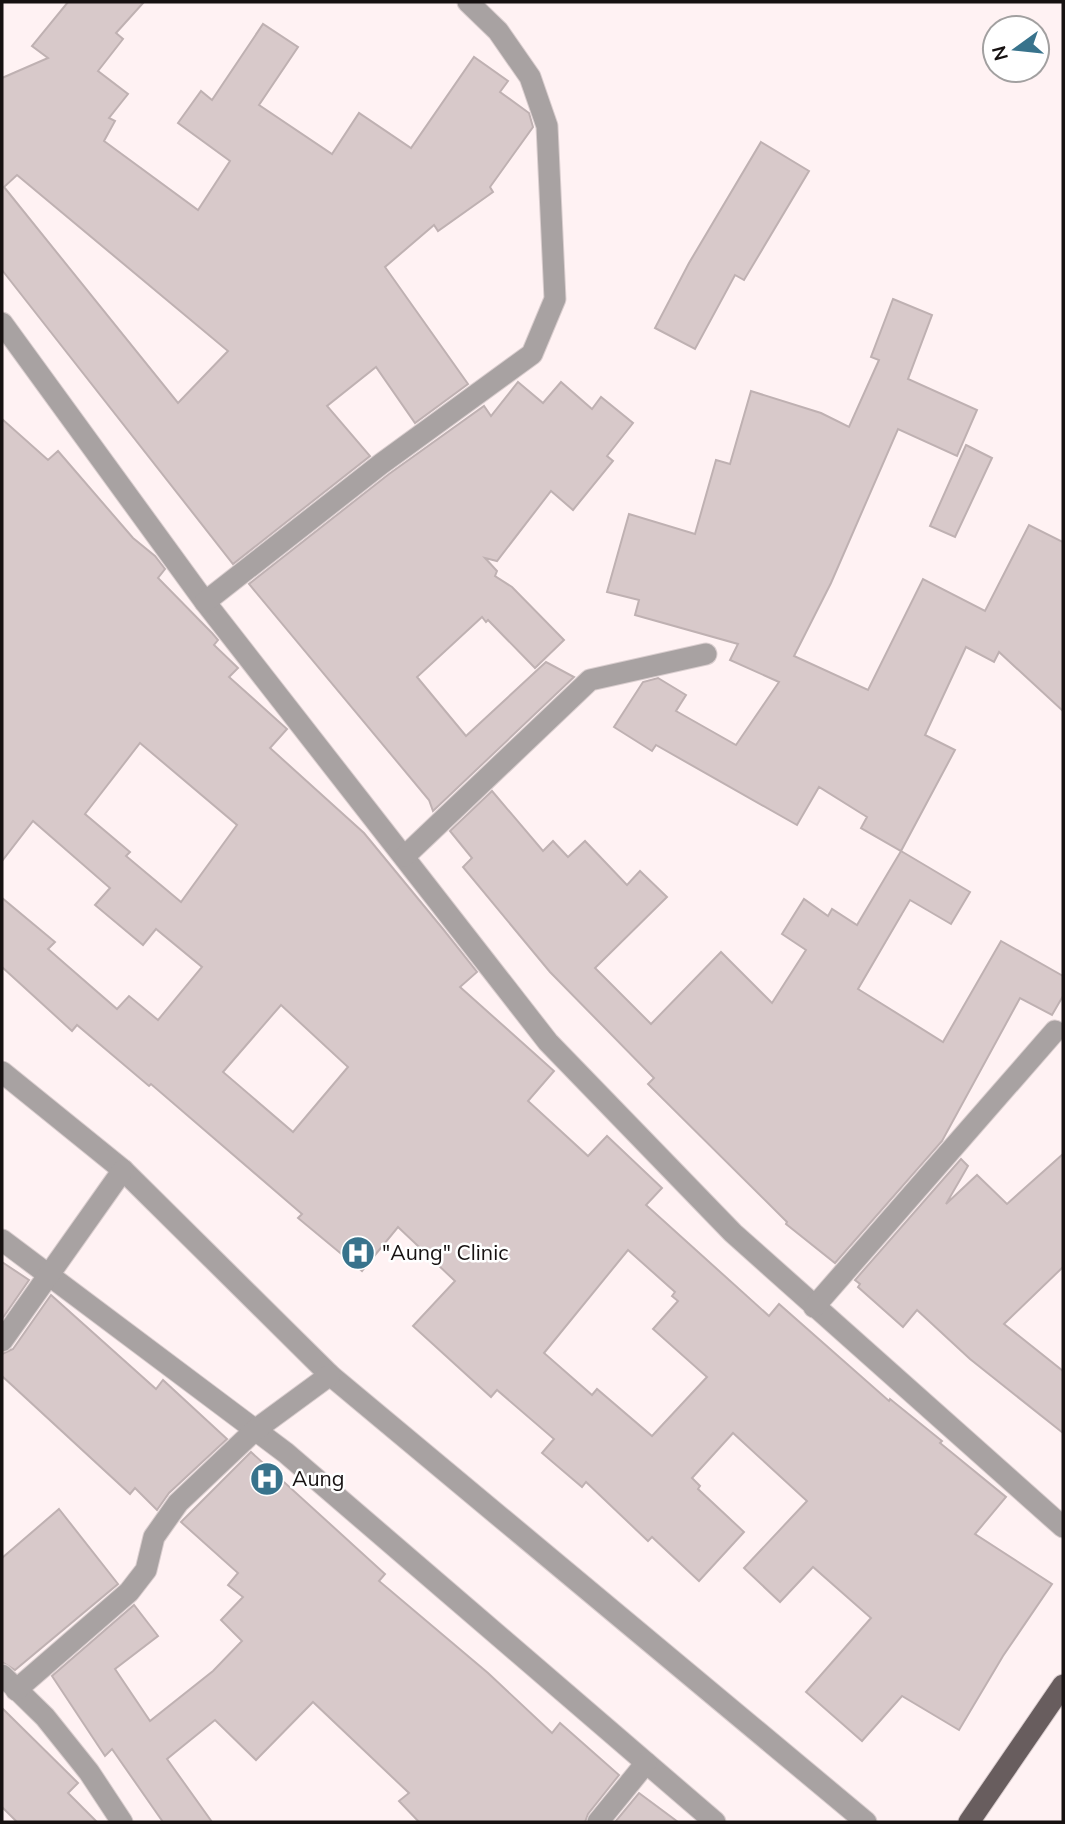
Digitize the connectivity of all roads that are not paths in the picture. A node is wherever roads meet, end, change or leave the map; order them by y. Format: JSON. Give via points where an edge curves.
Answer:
{"nodes":[{"id":1,"x":468,"y":2,"type":"edge"},
{"id":2,"x":2,"y":323,"type":"edge"},
{"id":3,"x":205,"y":602,"type":"junction"},
{"id":4,"x":706,"y":653,"type":"dead end"},
{"id":5,"x":405,"y":856,"type":"junction"},
{"id":6,"x":1055,"y":1031,"type":"dead end"},
{"id":7,"x":2,"y":1072,"type":"edge"},
{"id":8,"x":122,"y":1170,"type":"junction"},
{"id":9,"x":2,"y":1240,"type":"edge"},
{"id":10,"x":49,"y":1274,"type":"junction"},
{"id":11,"x":814,"y":1307,"type":"junction"},
{"id":12,"x":2,"y":1341,"type":"edge"},
{"id":13,"x":330,"y":1376,"type":"junction"},
{"id":14,"x":255,"y":1430,"type":"junction"},
{"id":15,"x":1063,"y":1527,"type":"edge"},
{"id":16,"x":9,"y":1682,"type":"edge"},
{"id":17,"x":1063,"y":1685,"type":"edge"},
{"id":18,"x":646,"y":1763,"type":"junction"},
{"id":19,"x":122,"y":1822,"type":"edge"},
{"id":20,"x":598,"y":1822,"type":"edge"},
{"id":21,"x":715,"y":1822,"type":"edge"},
{"id":22,"x":866,"y":1822,"type":"edge"},
{"id":23,"x":970,"y":1822,"type":"edge"}],
"edges":[{"from":1,"to":3,"type":"street","via":[[498,31],[530,77],[547,126],[555,299],[533,354],[381,464]]},
{"from":2,"to":3,"type":"street"},
{"from":3,"to":5,"type":"street"},
{"from":4,"to":5,"type":"street","via":[[590,680]]},
{"from":5,"to":11,"type":"street","via":[[548,1042],[733,1233]]},
{"from":6,"to":11,"type":"street"},
{"from":7,"to":8,"type":"street"},
{"from":8,"to":10,"type":"street"},
{"from":8,"to":13,"type":"street"},
{"from":9,"to":10,"type":"street"},
{"from":10,"to":12,"type":"street"},
{"from":10,"to":14,"type":"street"},
{"from":11,"to":15,"type":"street"},
{"from":13,"to":14,"type":"street"},
{"from":13,"to":22,"type":"street"},
{"from":14,"to":16,"type":"street","via":[[178,1503],[154,1537],[146,1570],[129,1591]]},
{"from":14,"to":18,"type":"street"},
{"from":16,"to":19,"type":"street","via":[[45,1717]]},
{"from":17,"to":23,"type":"main road"},
{"from":18,"to":20,"type":"street"},
{"from":18,"to":21,"type":"street"}]}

■ ASSIGNED TASK
Write out the data above precisely. Pictures stay out.

■ TASK ANSWER
Digitize the connectivity of all roads that are not paths in the picture. A node is wherever roads meet, end, change or leave the map; order them by y. Format: JSON. Give via points where an edge curves.
Answer:
{"nodes":[{"id":1,"x":468,"y":2,"type":"edge"},
{"id":2,"x":2,"y":323,"type":"edge"},
{"id":3,"x":205,"y":602,"type":"junction"},
{"id":4,"x":706,"y":653,"type":"dead end"},
{"id":5,"x":405,"y":856,"type":"junction"},
{"id":6,"x":1055,"y":1031,"type":"dead end"},
{"id":7,"x":2,"y":1072,"type":"edge"},
{"id":8,"x":122,"y":1170,"type":"junction"},
{"id":9,"x":2,"y":1240,"type":"edge"},
{"id":10,"x":49,"y":1274,"type":"junction"},
{"id":11,"x":814,"y":1307,"type":"junction"},
{"id":12,"x":2,"y":1341,"type":"edge"},
{"id":13,"x":330,"y":1376,"type":"junction"},
{"id":14,"x":255,"y":1430,"type":"junction"},
{"id":15,"x":1063,"y":1527,"type":"edge"},
{"id":16,"x":9,"y":1682,"type":"edge"},
{"id":17,"x":1063,"y":1685,"type":"edge"},
{"id":18,"x":646,"y":1763,"type":"junction"},
{"id":19,"x":122,"y":1822,"type":"edge"},
{"id":20,"x":598,"y":1822,"type":"edge"},
{"id":21,"x":715,"y":1822,"type":"edge"},
{"id":22,"x":866,"y":1822,"type":"edge"},
{"id":23,"x":970,"y":1822,"type":"edge"}],
"edges":[{"from":1,"to":3,"type":"street","via":[[498,31],[530,77],[547,126],[555,299],[533,354],[381,464]]},
{"from":2,"to":3,"type":"street"},
{"from":3,"to":5,"type":"street"},
{"from":4,"to":5,"type":"street","via":[[590,680]]},
{"from":5,"to":11,"type":"street","via":[[548,1042],[733,1233]]},
{"from":6,"to":11,"type":"street"},
{"from":7,"to":8,"type":"street"},
{"from":8,"to":10,"type":"street"},
{"from":8,"to":13,"type":"street"},
{"from":9,"to":10,"type":"street"},
{"from":10,"to":12,"type":"street"},
{"from":10,"to":14,"type":"street"},
{"from":11,"to":15,"type":"street"},
{"from":13,"to":14,"type":"street"},
{"from":13,"to":22,"type":"street"},
{"from":14,"to":16,"type":"street","via":[[178,1503],[154,1537],[146,1570],[129,1591]]},
{"from":14,"to":18,"type":"street"},
{"from":16,"to":19,"type":"street","via":[[45,1717]]},
{"from":17,"to":23,"type":"main road"},
{"from":18,"to":20,"type":"street"},
{"from":18,"to":21,"type":"street"}]}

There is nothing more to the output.